The threshold for disproving naturalism is exceedingly low. That's because naturalism is a universal negative. It only takes one good counterexample to blow it to smithereens.
Consider physicalism. If cognition is reducible to brain events, and all mental activity is located inside the head, then the mind can't possible act at a distance or know things at a distance (in time or space). Hence, it only takes a few well-attested counterexamples to falsify physicalism.

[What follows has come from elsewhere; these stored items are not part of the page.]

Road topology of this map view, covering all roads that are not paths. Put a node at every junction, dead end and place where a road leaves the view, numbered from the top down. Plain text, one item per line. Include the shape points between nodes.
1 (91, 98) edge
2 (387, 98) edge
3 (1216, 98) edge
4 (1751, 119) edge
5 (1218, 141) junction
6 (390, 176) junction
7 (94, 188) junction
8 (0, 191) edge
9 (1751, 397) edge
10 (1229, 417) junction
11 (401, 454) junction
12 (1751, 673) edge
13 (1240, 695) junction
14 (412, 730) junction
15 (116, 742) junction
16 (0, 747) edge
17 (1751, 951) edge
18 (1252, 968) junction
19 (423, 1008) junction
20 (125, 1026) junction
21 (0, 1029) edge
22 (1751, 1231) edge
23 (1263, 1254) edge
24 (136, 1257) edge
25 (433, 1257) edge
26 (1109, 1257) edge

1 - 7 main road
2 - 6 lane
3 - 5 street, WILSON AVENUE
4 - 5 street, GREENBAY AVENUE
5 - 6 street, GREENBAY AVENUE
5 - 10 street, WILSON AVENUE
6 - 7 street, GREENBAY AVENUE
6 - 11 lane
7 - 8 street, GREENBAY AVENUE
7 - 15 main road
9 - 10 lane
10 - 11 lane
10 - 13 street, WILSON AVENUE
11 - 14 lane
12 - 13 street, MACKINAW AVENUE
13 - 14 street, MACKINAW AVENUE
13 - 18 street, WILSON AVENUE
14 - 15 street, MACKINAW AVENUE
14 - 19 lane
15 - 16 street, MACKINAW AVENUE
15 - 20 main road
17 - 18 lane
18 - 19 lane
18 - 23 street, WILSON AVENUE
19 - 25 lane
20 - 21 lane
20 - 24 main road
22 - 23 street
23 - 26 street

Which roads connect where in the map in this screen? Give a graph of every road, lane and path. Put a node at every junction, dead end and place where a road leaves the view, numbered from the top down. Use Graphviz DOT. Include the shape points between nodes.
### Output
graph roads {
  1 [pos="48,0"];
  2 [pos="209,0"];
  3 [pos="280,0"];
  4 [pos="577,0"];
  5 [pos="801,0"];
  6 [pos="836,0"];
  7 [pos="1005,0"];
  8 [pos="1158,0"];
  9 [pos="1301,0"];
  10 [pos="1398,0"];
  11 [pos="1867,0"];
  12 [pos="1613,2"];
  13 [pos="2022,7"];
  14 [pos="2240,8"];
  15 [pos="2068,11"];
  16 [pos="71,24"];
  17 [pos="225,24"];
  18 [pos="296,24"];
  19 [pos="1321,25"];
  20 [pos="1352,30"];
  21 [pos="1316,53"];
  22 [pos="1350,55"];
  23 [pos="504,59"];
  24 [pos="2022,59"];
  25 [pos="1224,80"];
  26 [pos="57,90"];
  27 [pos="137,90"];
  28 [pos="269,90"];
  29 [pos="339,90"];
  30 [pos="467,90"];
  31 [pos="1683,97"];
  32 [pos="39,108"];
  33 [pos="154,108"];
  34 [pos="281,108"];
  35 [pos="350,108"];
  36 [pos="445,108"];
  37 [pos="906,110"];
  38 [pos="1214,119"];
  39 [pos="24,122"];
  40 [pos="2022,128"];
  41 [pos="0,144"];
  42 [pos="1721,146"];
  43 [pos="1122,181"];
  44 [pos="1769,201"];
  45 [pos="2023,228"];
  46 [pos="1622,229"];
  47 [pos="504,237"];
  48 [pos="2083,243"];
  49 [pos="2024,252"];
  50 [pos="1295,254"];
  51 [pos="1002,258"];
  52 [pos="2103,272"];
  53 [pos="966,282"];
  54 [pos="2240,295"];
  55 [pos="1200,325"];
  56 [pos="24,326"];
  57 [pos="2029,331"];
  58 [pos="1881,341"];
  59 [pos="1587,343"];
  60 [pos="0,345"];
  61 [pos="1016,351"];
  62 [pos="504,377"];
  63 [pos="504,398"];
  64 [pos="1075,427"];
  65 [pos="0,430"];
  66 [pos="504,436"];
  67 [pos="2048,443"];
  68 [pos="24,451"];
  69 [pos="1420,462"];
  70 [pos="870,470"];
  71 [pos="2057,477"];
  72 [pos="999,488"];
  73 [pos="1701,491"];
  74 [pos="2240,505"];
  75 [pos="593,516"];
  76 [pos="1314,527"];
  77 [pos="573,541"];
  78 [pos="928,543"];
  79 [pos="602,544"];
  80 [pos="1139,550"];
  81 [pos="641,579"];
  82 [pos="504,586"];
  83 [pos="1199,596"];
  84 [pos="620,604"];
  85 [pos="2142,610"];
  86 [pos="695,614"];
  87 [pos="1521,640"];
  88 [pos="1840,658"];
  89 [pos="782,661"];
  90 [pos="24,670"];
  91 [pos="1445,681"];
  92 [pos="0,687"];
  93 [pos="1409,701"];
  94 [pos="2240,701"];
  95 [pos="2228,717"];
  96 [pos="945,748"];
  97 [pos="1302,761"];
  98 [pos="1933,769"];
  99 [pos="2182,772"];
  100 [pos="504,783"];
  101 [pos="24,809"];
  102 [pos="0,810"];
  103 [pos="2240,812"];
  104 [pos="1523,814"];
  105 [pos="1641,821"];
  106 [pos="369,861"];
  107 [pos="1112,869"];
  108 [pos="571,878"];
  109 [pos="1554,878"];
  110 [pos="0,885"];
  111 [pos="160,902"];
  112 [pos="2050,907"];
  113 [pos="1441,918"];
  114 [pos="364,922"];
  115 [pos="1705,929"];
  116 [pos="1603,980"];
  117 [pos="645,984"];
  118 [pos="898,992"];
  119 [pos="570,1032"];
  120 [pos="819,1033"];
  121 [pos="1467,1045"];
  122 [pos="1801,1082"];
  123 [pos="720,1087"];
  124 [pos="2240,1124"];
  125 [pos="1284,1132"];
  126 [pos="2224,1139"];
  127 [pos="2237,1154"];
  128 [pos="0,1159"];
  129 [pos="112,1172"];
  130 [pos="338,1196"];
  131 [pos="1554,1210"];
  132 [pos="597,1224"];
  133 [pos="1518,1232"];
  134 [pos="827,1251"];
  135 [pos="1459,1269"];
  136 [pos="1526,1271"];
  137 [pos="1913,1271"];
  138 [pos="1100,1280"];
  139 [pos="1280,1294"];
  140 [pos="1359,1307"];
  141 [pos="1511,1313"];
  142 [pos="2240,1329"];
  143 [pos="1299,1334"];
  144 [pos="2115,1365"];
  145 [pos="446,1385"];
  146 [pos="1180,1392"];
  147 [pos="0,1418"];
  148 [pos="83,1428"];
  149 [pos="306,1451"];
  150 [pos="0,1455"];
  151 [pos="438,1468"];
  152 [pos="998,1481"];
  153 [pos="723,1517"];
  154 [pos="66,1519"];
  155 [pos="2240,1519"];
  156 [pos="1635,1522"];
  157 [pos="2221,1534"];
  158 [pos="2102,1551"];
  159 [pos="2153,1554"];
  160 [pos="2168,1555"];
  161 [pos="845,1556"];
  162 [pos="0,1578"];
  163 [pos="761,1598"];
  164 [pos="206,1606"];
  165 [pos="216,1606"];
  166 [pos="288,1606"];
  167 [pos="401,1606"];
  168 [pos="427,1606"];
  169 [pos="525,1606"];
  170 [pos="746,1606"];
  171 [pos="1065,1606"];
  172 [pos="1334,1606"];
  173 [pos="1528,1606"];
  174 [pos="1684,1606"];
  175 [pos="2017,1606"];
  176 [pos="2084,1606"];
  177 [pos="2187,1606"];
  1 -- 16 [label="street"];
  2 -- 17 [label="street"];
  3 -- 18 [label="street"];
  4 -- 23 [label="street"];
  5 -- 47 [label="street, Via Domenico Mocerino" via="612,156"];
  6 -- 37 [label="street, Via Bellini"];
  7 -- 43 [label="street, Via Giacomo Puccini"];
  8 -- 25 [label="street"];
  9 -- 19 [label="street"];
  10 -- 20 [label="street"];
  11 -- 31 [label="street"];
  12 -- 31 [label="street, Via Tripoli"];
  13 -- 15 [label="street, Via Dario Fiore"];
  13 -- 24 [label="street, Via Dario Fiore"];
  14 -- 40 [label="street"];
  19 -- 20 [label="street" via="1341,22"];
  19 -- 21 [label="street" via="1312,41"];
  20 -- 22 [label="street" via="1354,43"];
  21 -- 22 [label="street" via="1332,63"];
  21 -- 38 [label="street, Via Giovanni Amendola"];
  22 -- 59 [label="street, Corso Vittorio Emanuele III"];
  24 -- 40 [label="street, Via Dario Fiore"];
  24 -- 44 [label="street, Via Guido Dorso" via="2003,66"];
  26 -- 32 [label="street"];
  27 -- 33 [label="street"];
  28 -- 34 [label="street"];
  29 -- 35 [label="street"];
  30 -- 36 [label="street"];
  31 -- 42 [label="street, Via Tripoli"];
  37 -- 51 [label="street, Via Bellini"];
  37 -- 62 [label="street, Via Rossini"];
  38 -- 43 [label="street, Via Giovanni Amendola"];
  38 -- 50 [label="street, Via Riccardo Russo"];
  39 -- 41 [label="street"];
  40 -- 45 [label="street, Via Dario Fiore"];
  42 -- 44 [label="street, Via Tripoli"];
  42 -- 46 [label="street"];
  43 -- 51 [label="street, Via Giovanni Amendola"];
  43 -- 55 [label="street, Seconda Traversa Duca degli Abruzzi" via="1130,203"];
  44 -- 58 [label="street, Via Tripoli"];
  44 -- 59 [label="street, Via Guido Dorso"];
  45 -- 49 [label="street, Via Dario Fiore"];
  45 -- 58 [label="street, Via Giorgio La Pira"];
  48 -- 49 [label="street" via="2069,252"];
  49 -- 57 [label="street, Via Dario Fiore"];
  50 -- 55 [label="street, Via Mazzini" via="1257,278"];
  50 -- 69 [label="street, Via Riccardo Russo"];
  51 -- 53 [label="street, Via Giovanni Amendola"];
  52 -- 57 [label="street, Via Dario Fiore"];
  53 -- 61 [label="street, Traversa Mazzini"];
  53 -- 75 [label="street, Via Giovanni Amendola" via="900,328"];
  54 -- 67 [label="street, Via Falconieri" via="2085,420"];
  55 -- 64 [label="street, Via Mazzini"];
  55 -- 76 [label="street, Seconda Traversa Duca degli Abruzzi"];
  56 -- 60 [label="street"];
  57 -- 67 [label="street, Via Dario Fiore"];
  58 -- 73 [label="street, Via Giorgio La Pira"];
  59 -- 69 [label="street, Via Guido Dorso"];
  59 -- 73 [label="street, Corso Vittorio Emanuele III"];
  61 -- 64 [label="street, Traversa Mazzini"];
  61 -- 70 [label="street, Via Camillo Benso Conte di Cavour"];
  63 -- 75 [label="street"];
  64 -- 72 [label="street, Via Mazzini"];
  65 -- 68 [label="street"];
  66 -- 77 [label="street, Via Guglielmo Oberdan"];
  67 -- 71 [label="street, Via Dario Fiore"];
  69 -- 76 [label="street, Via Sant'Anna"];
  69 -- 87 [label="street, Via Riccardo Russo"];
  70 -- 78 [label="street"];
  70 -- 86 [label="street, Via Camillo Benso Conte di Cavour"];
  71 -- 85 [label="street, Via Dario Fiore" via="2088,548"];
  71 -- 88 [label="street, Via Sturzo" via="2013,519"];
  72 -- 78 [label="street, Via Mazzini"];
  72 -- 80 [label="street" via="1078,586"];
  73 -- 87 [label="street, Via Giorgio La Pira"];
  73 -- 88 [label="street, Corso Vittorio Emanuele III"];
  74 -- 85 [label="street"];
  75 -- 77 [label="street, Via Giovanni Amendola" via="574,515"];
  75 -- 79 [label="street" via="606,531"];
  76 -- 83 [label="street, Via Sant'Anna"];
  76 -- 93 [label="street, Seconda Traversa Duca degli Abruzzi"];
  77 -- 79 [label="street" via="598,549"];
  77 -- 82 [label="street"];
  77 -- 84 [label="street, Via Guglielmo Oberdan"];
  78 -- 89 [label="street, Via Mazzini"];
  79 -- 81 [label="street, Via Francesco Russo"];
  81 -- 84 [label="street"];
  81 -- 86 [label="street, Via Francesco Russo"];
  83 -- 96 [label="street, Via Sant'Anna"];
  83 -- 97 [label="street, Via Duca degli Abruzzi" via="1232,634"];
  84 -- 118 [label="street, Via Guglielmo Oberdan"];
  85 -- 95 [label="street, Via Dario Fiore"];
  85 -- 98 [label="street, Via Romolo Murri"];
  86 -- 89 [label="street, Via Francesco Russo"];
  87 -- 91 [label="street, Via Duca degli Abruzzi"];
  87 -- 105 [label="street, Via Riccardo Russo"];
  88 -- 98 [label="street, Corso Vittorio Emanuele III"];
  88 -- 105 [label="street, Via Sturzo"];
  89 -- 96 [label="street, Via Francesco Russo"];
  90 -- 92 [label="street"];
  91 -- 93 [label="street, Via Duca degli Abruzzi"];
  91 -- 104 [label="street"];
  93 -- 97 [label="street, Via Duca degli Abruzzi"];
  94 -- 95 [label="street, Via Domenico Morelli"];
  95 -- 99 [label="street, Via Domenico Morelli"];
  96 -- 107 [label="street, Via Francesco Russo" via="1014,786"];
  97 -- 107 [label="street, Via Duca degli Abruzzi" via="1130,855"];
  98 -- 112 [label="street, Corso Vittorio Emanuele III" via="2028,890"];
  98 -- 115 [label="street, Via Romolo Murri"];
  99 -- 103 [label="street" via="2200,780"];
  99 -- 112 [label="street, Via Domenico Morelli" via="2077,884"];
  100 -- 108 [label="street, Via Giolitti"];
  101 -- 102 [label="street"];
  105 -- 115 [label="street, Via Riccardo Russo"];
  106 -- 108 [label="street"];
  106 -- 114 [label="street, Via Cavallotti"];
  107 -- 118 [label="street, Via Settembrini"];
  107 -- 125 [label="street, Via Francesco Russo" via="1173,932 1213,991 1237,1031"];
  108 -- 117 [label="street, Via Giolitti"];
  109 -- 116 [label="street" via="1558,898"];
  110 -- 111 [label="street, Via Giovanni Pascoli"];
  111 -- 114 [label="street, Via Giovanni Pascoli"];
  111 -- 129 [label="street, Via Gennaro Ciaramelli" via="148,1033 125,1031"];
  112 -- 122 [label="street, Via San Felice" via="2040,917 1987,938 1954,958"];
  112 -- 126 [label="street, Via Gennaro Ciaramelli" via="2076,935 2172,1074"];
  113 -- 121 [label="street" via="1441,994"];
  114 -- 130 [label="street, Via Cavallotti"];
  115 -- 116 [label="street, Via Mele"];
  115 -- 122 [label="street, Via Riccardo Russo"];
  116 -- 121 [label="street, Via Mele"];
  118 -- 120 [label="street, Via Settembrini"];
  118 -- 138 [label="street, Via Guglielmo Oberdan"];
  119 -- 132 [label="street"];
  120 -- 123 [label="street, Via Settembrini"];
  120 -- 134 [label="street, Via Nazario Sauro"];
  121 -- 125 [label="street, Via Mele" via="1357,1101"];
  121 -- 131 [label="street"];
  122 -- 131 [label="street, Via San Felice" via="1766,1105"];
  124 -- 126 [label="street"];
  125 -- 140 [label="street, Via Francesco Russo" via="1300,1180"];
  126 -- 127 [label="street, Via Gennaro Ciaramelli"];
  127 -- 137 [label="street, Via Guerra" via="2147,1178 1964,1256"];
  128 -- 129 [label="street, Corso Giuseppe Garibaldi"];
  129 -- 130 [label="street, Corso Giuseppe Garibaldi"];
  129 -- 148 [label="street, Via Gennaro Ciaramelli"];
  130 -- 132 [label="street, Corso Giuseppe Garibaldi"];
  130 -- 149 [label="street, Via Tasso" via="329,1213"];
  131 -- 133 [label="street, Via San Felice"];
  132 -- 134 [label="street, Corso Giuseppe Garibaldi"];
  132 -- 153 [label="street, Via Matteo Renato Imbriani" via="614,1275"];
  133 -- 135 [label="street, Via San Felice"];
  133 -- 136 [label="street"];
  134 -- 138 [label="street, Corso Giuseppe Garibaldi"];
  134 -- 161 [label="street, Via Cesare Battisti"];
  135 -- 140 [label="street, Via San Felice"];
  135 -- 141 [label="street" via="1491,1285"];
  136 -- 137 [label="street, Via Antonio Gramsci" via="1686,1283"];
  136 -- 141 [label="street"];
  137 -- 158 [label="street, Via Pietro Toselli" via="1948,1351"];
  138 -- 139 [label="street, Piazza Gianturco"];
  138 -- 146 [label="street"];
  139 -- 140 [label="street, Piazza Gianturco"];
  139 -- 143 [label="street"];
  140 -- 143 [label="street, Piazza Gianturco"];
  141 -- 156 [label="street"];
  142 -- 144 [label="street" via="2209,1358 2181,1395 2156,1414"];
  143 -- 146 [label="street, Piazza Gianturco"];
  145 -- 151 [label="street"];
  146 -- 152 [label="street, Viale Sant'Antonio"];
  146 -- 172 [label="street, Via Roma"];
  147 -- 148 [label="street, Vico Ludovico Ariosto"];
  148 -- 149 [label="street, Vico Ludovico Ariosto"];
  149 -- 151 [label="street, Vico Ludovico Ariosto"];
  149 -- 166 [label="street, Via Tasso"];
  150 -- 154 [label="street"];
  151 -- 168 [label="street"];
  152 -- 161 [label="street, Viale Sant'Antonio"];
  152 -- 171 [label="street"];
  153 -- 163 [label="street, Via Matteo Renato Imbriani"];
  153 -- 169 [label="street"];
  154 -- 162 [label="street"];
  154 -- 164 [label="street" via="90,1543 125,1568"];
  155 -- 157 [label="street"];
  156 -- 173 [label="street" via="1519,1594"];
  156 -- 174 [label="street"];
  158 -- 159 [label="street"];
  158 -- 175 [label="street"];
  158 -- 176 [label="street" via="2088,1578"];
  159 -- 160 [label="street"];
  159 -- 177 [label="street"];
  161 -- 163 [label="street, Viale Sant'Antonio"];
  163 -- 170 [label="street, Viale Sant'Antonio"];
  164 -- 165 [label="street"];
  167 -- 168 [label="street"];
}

Technically, naturalism isn't synonymous with physicalism. It's possible for a naturalist to be a Platonic realist, Cartesian dualist, idealist, or panpsychic. But physicalism is the default position of most naturalists. Most naturalists fight tooth and nail for physicalism. And there's a reason for that. They appreciate what a threat to naturalism it would be to make allowance for knowledge or action at a distance. If the mind can know things or effect things apart from a chain of physical causes, then there's no presumption against God, angels, demons, discarnate souls, miracles, heaven, or hell. They can't afford to make that concession.
There's an abstract atheism that infidel apologists like to project. That atheism is merely nonbelief in God or gods. By the same token, Jeff Lowder likes to compartmentalize things as much as possible, carefully partitioning atheism, naturalism, and physicalism.
That's prudent from a tactical standpoint. Exposing as little of your flank as possible. Making yourself a small target.
But that kind of abstract atheism is like an experimental lifeform that can't exist outside laboratory conditions. It's very artificial.